What this task involves:
Every record below needs to be written out exactly, apart from the pictures.

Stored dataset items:
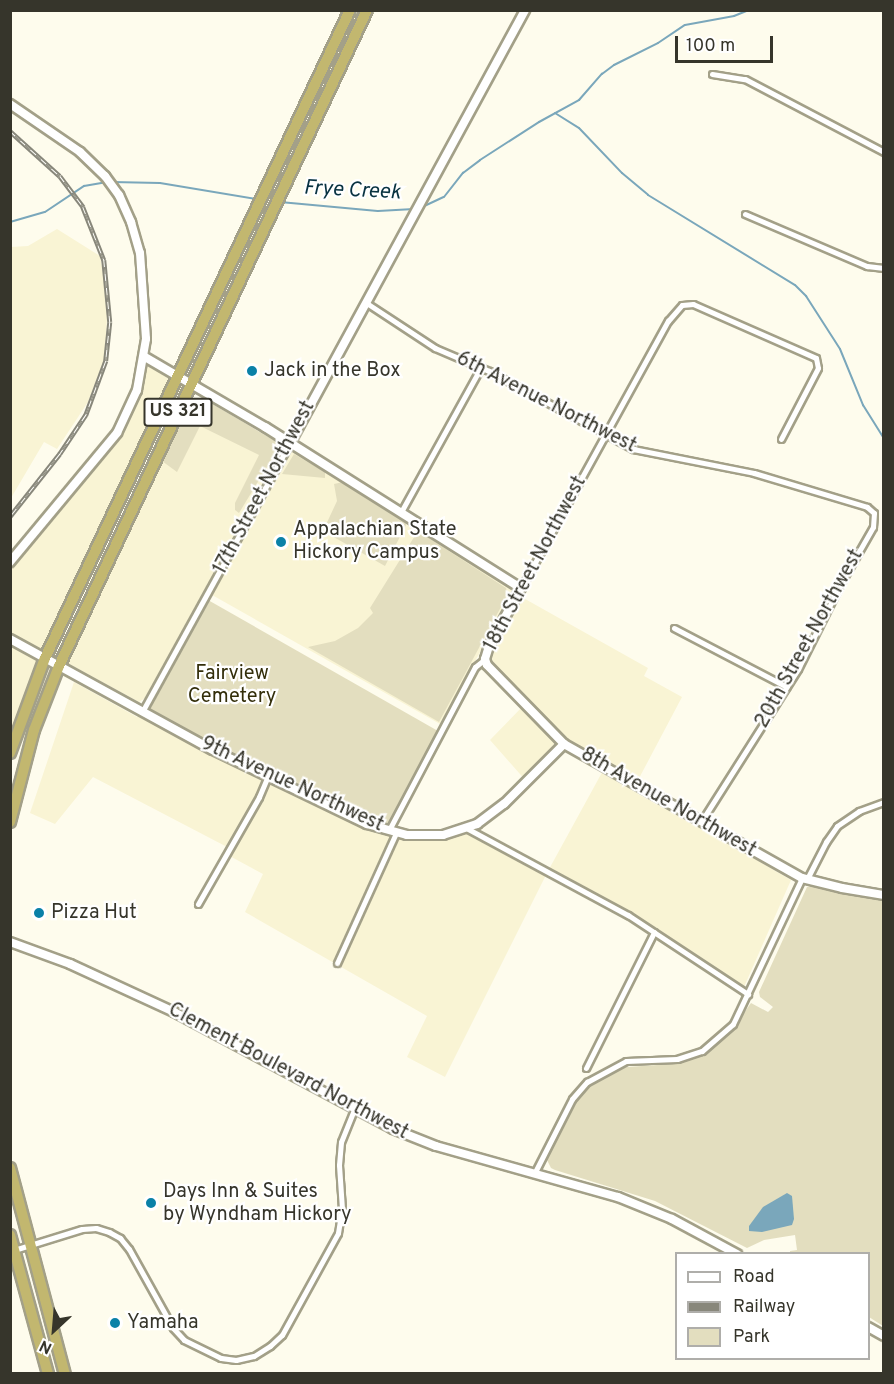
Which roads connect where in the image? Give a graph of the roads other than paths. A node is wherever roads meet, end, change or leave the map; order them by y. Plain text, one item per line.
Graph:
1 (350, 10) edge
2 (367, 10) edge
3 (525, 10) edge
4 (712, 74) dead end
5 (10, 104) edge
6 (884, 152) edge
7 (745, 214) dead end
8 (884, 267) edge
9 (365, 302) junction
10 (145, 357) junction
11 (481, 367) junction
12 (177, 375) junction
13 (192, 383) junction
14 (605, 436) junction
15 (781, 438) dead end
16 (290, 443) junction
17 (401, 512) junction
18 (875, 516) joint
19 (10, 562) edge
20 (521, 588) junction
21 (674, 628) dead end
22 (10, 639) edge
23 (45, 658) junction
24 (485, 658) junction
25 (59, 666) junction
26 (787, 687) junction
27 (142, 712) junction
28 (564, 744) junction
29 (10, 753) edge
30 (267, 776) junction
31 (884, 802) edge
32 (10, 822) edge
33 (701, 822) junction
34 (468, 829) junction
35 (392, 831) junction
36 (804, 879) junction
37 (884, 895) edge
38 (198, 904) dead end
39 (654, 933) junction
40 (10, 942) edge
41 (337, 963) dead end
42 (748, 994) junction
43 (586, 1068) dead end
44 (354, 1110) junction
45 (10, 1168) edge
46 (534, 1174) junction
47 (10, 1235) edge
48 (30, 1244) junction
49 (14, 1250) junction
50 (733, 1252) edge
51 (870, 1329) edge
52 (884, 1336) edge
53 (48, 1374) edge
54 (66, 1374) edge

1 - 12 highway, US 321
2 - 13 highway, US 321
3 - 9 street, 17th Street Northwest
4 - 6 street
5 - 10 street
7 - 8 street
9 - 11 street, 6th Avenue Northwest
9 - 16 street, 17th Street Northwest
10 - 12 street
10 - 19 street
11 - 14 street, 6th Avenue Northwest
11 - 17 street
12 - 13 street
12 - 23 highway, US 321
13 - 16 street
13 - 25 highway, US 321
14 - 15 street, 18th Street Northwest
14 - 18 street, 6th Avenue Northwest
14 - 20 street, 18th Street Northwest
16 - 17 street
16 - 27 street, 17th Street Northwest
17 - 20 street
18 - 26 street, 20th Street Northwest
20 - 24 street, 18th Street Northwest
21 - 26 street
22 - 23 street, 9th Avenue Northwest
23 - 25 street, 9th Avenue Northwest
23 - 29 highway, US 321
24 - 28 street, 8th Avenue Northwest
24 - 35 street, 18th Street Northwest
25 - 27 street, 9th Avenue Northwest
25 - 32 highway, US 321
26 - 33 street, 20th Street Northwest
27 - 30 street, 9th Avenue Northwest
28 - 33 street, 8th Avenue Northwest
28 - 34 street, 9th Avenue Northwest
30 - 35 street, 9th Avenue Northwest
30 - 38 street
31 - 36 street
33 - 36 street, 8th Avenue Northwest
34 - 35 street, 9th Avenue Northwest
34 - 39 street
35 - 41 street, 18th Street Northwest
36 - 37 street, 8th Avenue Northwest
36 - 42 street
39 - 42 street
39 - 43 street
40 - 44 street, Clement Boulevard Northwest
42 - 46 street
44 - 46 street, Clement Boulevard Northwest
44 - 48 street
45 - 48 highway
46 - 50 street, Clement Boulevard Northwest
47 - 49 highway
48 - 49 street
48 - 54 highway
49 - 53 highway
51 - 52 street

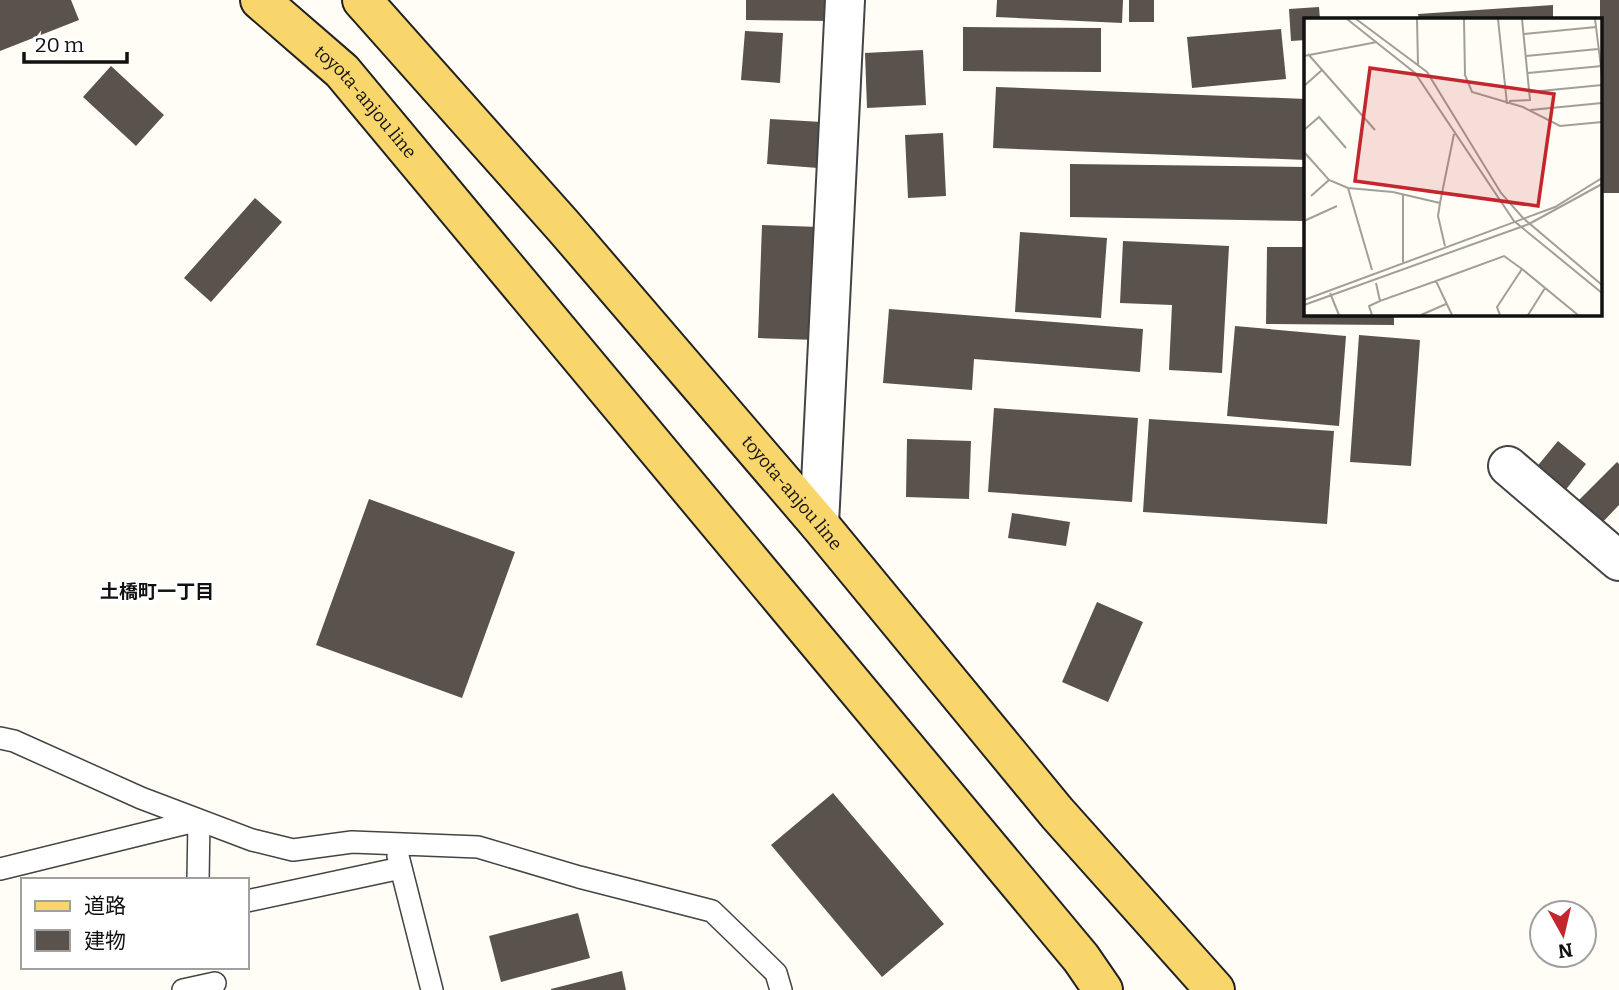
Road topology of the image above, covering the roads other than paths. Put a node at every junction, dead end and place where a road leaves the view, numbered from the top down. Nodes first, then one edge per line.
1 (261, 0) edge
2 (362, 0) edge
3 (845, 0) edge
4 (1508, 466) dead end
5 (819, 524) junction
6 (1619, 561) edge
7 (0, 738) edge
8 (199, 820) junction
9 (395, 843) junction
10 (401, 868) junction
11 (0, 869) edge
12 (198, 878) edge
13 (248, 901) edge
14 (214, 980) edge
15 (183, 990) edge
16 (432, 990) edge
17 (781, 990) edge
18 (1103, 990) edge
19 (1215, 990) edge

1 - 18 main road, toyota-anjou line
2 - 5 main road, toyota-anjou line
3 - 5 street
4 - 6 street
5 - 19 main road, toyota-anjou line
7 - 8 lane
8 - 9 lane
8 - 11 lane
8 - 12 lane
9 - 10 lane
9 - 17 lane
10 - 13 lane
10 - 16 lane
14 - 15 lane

Exercise response:
Which roads connect where in the image? Give a graph of the roads other than paths. A node is wherever roads meet, end, change or leave the map; order them by y. Plain text, one item per line.
Graph:
1 (350, 10) edge
2 (367, 10) edge
3 (525, 10) edge
4 (712, 74) dead end
5 (10, 104) edge
6 (884, 152) edge
7 (745, 214) dead end
8 (884, 267) edge
9 (365, 302) junction
10 (145, 357) junction
11 (481, 367) junction
12 (177, 375) junction
13 (192, 383) junction
14 (605, 436) junction
15 (781, 438) dead end
16 (290, 443) junction
17 (401, 512) junction
18 (875, 516) joint
19 (10, 562) edge
20 (521, 588) junction
21 (674, 628) dead end
22 (10, 639) edge
23 (45, 658) junction
24 (485, 658) junction
25 (59, 666) junction
26 (787, 687) junction
27 (142, 712) junction
28 (564, 744) junction
29 (10, 753) edge
30 (267, 776) junction
31 (884, 802) edge
32 (10, 822) edge
33 (701, 822) junction
34 (468, 829) junction
35 (392, 831) junction
36 (804, 879) junction
37 (884, 895) edge
38 (198, 904) dead end
39 (654, 933) junction
40 (10, 942) edge
41 (337, 963) dead end
42 (748, 994) junction
43 (586, 1068) dead end
44 (354, 1110) junction
45 (10, 1168) edge
46 (534, 1174) junction
47 (10, 1235) edge
48 (30, 1244) junction
49 (14, 1250) junction
50 (733, 1252) edge
51 (870, 1329) edge
52 (884, 1336) edge
53 (48, 1374) edge
54 (66, 1374) edge

1 - 12 highway, US 321
2 - 13 highway, US 321
3 - 9 street, 17th Street Northwest
4 - 6 street
5 - 10 street
7 - 8 street
9 - 11 street, 6th Avenue Northwest
9 - 16 street, 17th Street Northwest
10 - 12 street
10 - 19 street
11 - 14 street, 6th Avenue Northwest
11 - 17 street
12 - 13 street
12 - 23 highway, US 321
13 - 16 street
13 - 25 highway, US 321
14 - 15 street, 18th Street Northwest
14 - 18 street, 6th Avenue Northwest
14 - 20 street, 18th Street Northwest
16 - 17 street
16 - 27 street, 17th Street Northwest
17 - 20 street
18 - 26 street, 20th Street Northwest
20 - 24 street, 18th Street Northwest
21 - 26 street
22 - 23 street, 9th Avenue Northwest
23 - 25 street, 9th Avenue Northwest
23 - 29 highway, US 321
24 - 28 street, 8th Avenue Northwest
24 - 35 street, 18th Street Northwest
25 - 27 street, 9th Avenue Northwest
25 - 32 highway, US 321
26 - 33 street, 20th Street Northwest
27 - 30 street, 9th Avenue Northwest
28 - 33 street, 8th Avenue Northwest
28 - 34 street, 9th Avenue Northwest
30 - 35 street, 9th Avenue Northwest
30 - 38 street
31 - 36 street
33 - 36 street, 8th Avenue Northwest
34 - 35 street, 9th Avenue Northwest
34 - 39 street
35 - 41 street, 18th Street Northwest
36 - 37 street, 8th Avenue Northwest
36 - 42 street
39 - 42 street
39 - 43 street
40 - 44 street, Clement Boulevard Northwest
42 - 46 street
44 - 46 street, Clement Boulevard Northwest
44 - 48 street
45 - 48 highway
46 - 50 street, Clement Boulevard Northwest
47 - 49 highway
48 - 49 street
48 - 54 highway
49 - 53 highway
51 - 52 street

Road topology of the image above, covering the roads other than paths. Put a node at every junction, dead end and place where a road leaves the view, numbered from the top down. Nodes first, then one edge per line.
1 (261, 0) edge
2 (362, 0) edge
3 (845, 0) edge
4 (1508, 466) dead end
5 (819, 524) junction
6 (1619, 561) edge
7 (0, 738) edge
8 (199, 820) junction
9 (395, 843) junction
10 (401, 868) junction
11 (0, 869) edge
12 (198, 878) edge
13 (248, 901) edge
14 (214, 980) edge
15 (183, 990) edge
16 (432, 990) edge
17 (781, 990) edge
18 (1103, 990) edge
19 (1215, 990) edge

1 - 18 main road, toyota-anjou line
2 - 5 main road, toyota-anjou line
3 - 5 street
4 - 6 street
5 - 19 main road, toyota-anjou line
7 - 8 lane
8 - 9 lane
8 - 11 lane
8 - 12 lane
9 - 10 lane
9 - 17 lane
10 - 13 lane
10 - 16 lane
14 - 15 lane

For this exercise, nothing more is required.